I racconti che costruiscono Da quando Ines è andata a vivere in città sono scatti di un fotografo sapiente, ritratti di facce comuni che si rivelano, sotto la lente d’ingrandimento dello scrittore, di una espressività e intensità straordinarie. L’effetto esplosivo – il senso di immediatezza – è quello di una fotografia, eppure è ottenuto con il clic della parola, con il crepitio di questa antica polaroid. Così possiamo provare a delineare la cifra di uno stile che fa emergere la voce inconfondibile di Dario Accolla. Ciò che colpisce è quella sensazione di precipitare che si prova davanti a certe fotografie, a certi sguardi immortalati. Penso, per esempio, agli occhi verdi della ragazza afghana, fotografata da Steve Mc Curry; penso anche agli occhi della Gioconda. Ecco, il libro di Accolla è una galleria di sguardi. Infatti gli occhi hanno un ruolo quasi da protagonista, vista l’insistenza con cui ricorrono le descrizioni di sguardi. L’autore descrive i suoi personaggi attraverso il loro sguardo: «occhi buoni e profondi», «occhi verdi» – e poi, ancora, con una spiccata tendenza espressionistica – «occhi di clorofilla», «occhi di burrasca marina». Gli occhi paiono una vera e propria ossessione dell’autore e, classicamente, un mezzo di conoscenza dell’altro.
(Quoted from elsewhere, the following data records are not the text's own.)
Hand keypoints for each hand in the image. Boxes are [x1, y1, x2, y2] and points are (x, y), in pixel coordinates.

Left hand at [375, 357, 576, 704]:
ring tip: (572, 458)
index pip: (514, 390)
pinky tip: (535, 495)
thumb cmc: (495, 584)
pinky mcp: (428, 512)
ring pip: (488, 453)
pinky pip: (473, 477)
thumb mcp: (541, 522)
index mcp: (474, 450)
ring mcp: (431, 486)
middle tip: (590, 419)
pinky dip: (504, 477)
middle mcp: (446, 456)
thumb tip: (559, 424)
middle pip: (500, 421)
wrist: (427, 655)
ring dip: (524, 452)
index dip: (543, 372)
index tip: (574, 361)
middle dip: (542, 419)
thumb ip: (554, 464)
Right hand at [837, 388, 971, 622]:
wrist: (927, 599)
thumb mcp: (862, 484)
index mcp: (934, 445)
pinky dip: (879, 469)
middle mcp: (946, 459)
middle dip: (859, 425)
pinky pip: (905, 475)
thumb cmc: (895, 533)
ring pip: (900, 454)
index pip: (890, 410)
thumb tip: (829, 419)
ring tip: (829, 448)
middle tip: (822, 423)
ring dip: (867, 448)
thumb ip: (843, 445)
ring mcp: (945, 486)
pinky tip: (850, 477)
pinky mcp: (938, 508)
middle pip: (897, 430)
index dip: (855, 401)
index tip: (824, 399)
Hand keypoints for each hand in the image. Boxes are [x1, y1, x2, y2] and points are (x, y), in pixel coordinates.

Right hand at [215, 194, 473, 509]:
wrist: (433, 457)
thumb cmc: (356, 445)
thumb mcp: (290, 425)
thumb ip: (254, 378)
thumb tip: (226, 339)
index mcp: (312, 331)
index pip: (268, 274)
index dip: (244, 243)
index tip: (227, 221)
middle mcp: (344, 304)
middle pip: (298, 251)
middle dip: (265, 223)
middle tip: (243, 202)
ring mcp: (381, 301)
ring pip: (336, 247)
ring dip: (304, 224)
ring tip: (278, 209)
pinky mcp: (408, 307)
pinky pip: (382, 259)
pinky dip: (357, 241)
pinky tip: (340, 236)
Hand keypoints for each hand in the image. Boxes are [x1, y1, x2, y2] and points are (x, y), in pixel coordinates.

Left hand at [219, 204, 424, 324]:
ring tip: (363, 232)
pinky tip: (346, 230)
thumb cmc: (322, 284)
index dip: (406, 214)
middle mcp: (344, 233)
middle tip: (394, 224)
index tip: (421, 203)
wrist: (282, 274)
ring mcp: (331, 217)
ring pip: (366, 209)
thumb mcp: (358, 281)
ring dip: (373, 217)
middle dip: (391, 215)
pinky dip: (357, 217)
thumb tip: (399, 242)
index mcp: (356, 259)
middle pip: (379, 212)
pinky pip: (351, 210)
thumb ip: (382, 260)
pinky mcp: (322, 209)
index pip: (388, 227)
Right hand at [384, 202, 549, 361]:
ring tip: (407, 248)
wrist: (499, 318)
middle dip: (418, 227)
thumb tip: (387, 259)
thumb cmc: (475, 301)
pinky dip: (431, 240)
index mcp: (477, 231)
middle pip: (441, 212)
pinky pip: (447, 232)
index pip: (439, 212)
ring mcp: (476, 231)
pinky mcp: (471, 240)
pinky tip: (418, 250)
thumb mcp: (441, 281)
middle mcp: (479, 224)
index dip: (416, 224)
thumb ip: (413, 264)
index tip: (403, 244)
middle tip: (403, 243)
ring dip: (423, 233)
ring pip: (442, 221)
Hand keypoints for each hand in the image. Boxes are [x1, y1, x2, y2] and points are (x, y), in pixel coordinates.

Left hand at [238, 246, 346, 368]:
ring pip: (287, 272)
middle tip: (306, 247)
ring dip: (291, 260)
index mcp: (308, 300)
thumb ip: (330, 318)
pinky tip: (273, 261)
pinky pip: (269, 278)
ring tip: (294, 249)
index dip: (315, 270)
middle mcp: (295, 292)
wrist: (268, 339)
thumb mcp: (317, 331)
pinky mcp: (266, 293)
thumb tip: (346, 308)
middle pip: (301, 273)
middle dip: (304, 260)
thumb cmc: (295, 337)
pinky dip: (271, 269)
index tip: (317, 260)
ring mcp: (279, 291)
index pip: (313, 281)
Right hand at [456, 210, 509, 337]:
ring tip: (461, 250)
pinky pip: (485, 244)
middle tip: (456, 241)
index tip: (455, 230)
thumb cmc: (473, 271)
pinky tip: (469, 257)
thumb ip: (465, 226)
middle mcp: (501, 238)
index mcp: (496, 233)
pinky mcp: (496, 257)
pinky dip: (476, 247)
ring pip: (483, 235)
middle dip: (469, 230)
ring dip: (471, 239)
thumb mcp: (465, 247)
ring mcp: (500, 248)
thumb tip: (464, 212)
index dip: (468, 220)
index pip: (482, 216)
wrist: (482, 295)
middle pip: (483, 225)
Le storie di Dario Accolla accolgono tutto il mondo che esiste. Nell’opera di Accolla c’è Giorgio che vive un amore clandestino con un fotografo misterioso: i loro incontri notturni, consumati di tanto in tanto, nel silenzio, al suono dei calici di vino che si toccano – lo stesso suono delle labbra che si baciano – un suono così bello e così fragile. Invece Laura, che non riesce più a dormire a causa di Marica, e nonostante ciò accompagnerà Carmen (che ha vissuto l’esperienza del cambiamento sulle sue carni) a sostenere uno degli esami più duri della sua vita e riuscirà ad attraversare il corridoio della chiesa, ferita e fiera. Ferita come Ines, personaggio che dà il titolo alla raccolta, madre alla ricerca del motivo che ha spinto il figlio a suicidarsi. Commovente è l’amore che prova nei confronti di Alessandro il protagonista di “Forse nevicherà a Roma”: un sentimento che trova la forza di manifestarsi una sera, per caso, dopo una cena; una manifestazione splendidamente raccontata da Accolla, con limpidezza ma senza volgarità, con «gentilezza letteraria». Sull’ampia riflessione sull’amore che attraversa tutto il libro, si stagliano Roma (dove l’autore vive e lavora) e la Sicilia (dove è nato), con i suoi odori e i suoi accenti («Laura e Giulio mi prenderanno in giro, perché quando dico “a pezzetti” si sente di più l’accento siciliano») e le «vecchie siciliane senza tempo, uguali alle rocce dei camini di Goreme» e «la poesia dell’origano». Ne “Il sorriso della Gioconda” e “Il grappolo” Accolla si misura con i toni del grottesco e del comico, e muove una critica garbata a certe ingiuste credenze della Chiesa. “Il grappolo”, favola di gusto boccaccesco, è il racconto in cui l’autore mostra il lato genuinamente umano di suor Anita e di suor Mariana. Il conflitto tra le due suore si genera a causa di un grappolo d’uva, un semplice grappolo d’uva che dal pergolato pende enfio, rotondo, levigato e che asseta. Questo grappolo che scatena inaspettatamente e con tanta forza i desideri delle due suore è molto di più di un grappolo d’uva: è un simbolo fallico. Basta osservare la descrizione che ci offre l’autore e pensare che nella poesia omoerotica del Novecento ricorre questa metafora; ad esempio, Libero De Libero in una sua poesia omoerotica del 1971, scrive: «Il grappolo che m’offri gonfio d’uva». Così nel racconto la patina del comico si spacca e il discorso diventa boccaccescamente allegorico.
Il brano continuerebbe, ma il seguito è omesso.